__Work instruction__:
In the records that come next, find every line with "edges". Return those lines.
::: Material for this task
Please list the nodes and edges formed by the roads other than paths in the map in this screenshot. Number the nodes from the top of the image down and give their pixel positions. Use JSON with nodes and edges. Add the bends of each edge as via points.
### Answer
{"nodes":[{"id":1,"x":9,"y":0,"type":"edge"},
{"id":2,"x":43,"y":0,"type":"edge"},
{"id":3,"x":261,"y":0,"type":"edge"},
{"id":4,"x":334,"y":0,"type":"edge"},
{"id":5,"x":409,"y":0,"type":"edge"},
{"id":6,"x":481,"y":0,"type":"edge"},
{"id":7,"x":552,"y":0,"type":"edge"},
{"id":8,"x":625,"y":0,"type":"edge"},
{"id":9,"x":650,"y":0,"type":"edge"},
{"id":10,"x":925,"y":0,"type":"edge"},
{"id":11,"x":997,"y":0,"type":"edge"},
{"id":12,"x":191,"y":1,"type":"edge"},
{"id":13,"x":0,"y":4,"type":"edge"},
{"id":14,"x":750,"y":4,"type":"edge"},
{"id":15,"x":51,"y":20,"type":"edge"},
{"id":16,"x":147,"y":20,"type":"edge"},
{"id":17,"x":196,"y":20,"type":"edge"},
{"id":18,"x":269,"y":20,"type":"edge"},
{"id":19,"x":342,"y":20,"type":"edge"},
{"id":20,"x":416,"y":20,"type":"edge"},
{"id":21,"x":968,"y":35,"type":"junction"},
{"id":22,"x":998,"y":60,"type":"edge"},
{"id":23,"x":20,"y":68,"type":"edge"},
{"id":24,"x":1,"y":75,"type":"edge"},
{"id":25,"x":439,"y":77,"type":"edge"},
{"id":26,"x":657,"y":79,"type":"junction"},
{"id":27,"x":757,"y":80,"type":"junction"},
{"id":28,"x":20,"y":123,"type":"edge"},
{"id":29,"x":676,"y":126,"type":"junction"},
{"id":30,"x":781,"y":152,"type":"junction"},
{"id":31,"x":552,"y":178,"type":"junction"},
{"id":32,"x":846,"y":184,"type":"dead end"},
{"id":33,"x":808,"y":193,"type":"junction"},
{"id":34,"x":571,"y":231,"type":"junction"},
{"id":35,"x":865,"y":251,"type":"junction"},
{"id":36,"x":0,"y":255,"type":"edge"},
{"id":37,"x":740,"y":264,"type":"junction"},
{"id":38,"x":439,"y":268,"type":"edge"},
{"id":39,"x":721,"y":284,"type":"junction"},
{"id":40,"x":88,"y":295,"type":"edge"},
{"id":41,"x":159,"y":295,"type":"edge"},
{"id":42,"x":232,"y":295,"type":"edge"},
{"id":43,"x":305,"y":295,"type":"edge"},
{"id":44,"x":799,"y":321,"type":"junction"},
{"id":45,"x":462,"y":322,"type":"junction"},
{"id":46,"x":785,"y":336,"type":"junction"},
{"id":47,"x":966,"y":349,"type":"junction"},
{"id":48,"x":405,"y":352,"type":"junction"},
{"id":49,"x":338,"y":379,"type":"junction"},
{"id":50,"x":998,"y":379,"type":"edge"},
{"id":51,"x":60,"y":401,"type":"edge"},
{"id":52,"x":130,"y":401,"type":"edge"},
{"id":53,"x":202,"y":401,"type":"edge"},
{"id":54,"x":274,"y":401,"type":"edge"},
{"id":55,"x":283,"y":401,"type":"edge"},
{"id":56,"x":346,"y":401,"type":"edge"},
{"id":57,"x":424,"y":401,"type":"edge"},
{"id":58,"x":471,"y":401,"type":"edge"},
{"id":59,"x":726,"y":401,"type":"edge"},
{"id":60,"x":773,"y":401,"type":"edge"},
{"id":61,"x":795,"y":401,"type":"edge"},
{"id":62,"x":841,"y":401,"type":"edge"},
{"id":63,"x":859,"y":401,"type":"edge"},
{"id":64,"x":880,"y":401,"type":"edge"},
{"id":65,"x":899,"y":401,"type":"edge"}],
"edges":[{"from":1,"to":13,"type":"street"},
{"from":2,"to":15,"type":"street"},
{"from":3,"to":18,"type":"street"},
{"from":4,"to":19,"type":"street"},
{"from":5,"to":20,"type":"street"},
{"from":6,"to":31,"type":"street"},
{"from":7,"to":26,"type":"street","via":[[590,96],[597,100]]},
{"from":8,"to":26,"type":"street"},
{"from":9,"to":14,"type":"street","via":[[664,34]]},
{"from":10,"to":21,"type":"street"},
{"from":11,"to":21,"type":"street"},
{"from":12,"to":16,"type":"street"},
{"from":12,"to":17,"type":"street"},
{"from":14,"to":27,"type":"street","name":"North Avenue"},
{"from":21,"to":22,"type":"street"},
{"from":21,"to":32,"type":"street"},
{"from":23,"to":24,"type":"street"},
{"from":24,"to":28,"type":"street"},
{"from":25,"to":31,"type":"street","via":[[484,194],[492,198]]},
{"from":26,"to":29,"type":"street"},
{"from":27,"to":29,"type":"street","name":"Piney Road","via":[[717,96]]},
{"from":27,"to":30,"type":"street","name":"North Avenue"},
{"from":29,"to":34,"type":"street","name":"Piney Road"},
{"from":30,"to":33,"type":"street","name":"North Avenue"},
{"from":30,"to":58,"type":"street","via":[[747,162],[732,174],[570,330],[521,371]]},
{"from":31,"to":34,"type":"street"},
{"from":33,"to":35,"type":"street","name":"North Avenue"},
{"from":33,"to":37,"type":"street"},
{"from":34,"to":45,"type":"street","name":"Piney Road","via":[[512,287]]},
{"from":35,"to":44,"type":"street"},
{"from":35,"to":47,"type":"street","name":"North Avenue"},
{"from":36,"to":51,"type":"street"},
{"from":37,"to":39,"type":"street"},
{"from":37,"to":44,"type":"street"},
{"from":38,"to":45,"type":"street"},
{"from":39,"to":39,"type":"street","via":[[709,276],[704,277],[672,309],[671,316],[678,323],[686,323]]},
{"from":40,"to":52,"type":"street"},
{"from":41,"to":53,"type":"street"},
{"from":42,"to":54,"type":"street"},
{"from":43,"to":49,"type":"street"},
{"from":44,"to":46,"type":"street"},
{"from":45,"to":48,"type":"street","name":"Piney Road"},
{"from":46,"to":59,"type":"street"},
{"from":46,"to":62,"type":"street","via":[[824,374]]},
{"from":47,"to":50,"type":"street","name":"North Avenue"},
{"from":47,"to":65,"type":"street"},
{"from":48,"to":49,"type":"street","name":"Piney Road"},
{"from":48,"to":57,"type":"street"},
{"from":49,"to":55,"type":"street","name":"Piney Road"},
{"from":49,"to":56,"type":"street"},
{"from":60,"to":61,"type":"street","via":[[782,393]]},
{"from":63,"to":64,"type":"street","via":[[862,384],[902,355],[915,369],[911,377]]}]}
::::::
__Answer for this exercise__:
Please list the nodes and edges formed by the roads other than paths in the map in this screenshot. Number the nodes from the top of the image down and give their pixel positions. Use JSON with nodes and edges. Add the bends of each edge as via points.
"edges":[{"from":1,"to":13,"type":"street"},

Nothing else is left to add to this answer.